According to many people, both in Indonesia and abroad, Ba'asyir is or was the spiritual leader of Jemaah Islamiah (JI), a shadowy group with links to al-Qaeda.

He has voiced support for al-Qaeda leader Osama Bin Laden, though he denied having personal links with him or with any terrorist group.

In March 2005, he was jailed for conspiracy over the 2002 Bali bombings, in which 202 people died - but his conviction was eventually quashed on appeal.

In June this year judges jailed him for 15 years for supporting a militant training camp.
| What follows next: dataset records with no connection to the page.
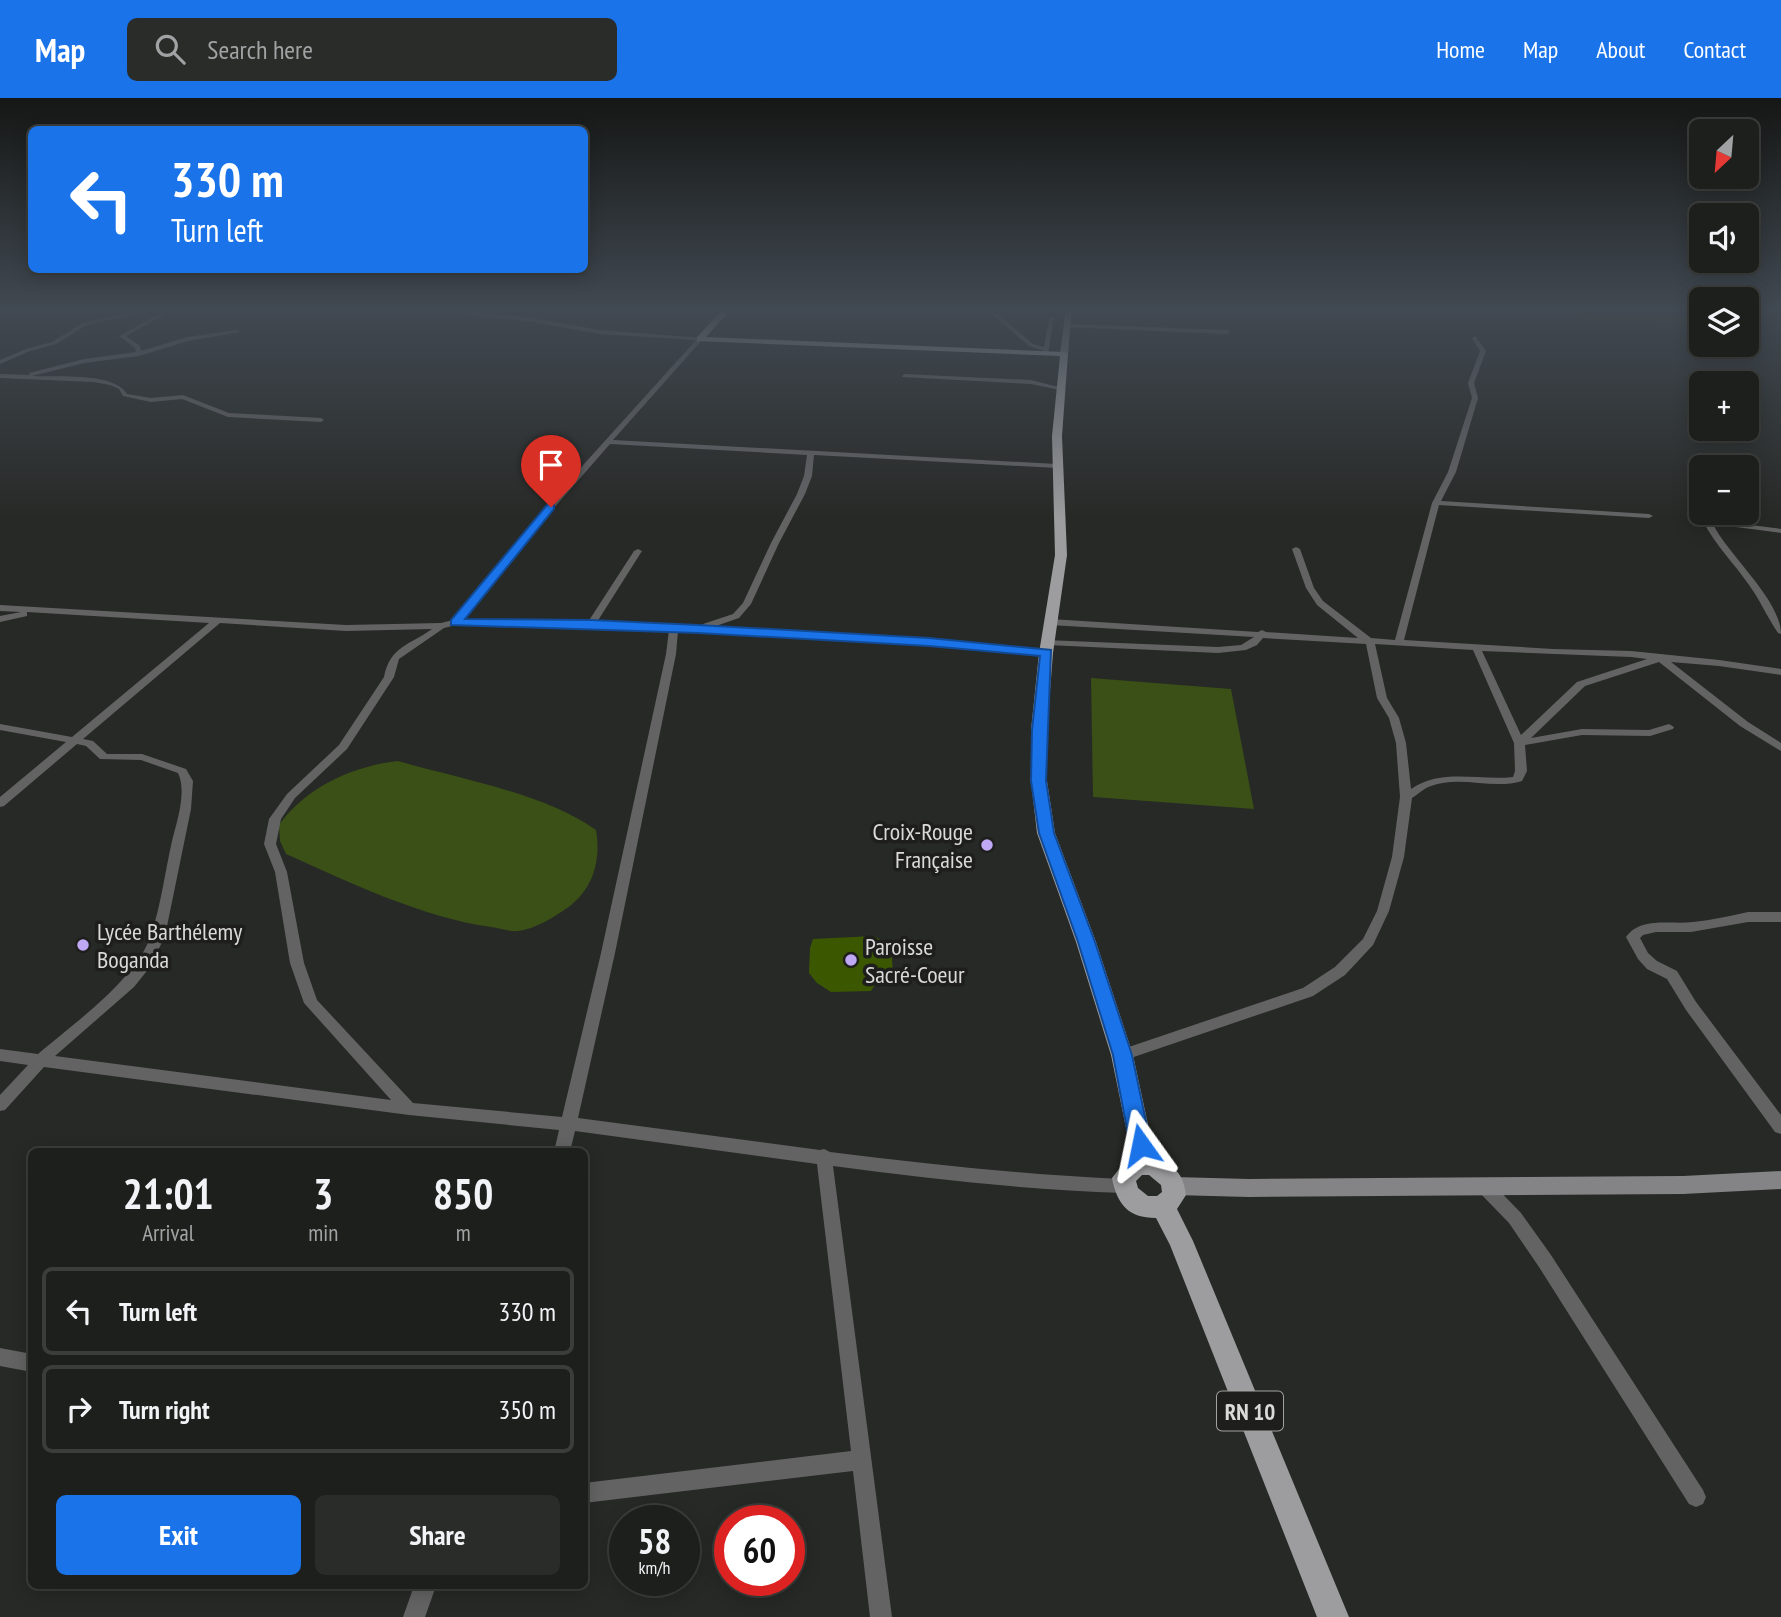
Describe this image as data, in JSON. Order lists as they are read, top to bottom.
{
  "streets": {
    "main road": ["RN 10"]
  },
  "places": ["Croix-Rouge Française", "Lycée Barthélemy Boganda", "Paroisse Sacré-Coeur"],
  "north": "bottom left",
  "page": {
    "header": "Map",
    "search": "Search here",
    "nav": [
      "Home",
      "Map",
      "About",
      "Contact"
    ],
    "map_buttons": ["+", "−"],
    "turn": ["330 m", "Turn left"],
    "eta": [
      "21:01",
      "Arrival",
      "3",
      "min",
      "850",
      "m"
    ],
    "list": [
      {
        "name": "Turn left",
        "value": "330 m"
      },
      {
        "name": "Turn right",
        "value": "350 m"
      }
    ],
    "buttons": ["Exit", "Share"],
    "speed": "58 km/h",
    "limit": "60"
  }
}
It is the longest sentence he has yet received, but analysts are already questioning what effect it will have, because he can still preach his message from his jail cell.

School founder

Born in 1938, in East Java, Ba'asyir has spent decades teaching religion, and became influential among radical Muslims in South East Asia during the 1970s.

The consistent theme of his teachings has been that Islamic communities are the necessary pre-condition for setting up an Islamic state.

In 1972, he co-founded the Al-Mukmin Islamic boarding school in Ngruki, Central Java, with Abdullah Sangkar.

Start Quote

I support Osama Bin Laden's struggle because his is the true struggle to uphold Islam, not terror - the terrorists are America and Israel”

End Quote Abu Bakar Ba'asyir October 2002

Many graduates of the school have been implicated in Islamist militant attacks, and the International Crisis Group describes the school as the "Ivy League" for recruits to Jemaah Islamiah.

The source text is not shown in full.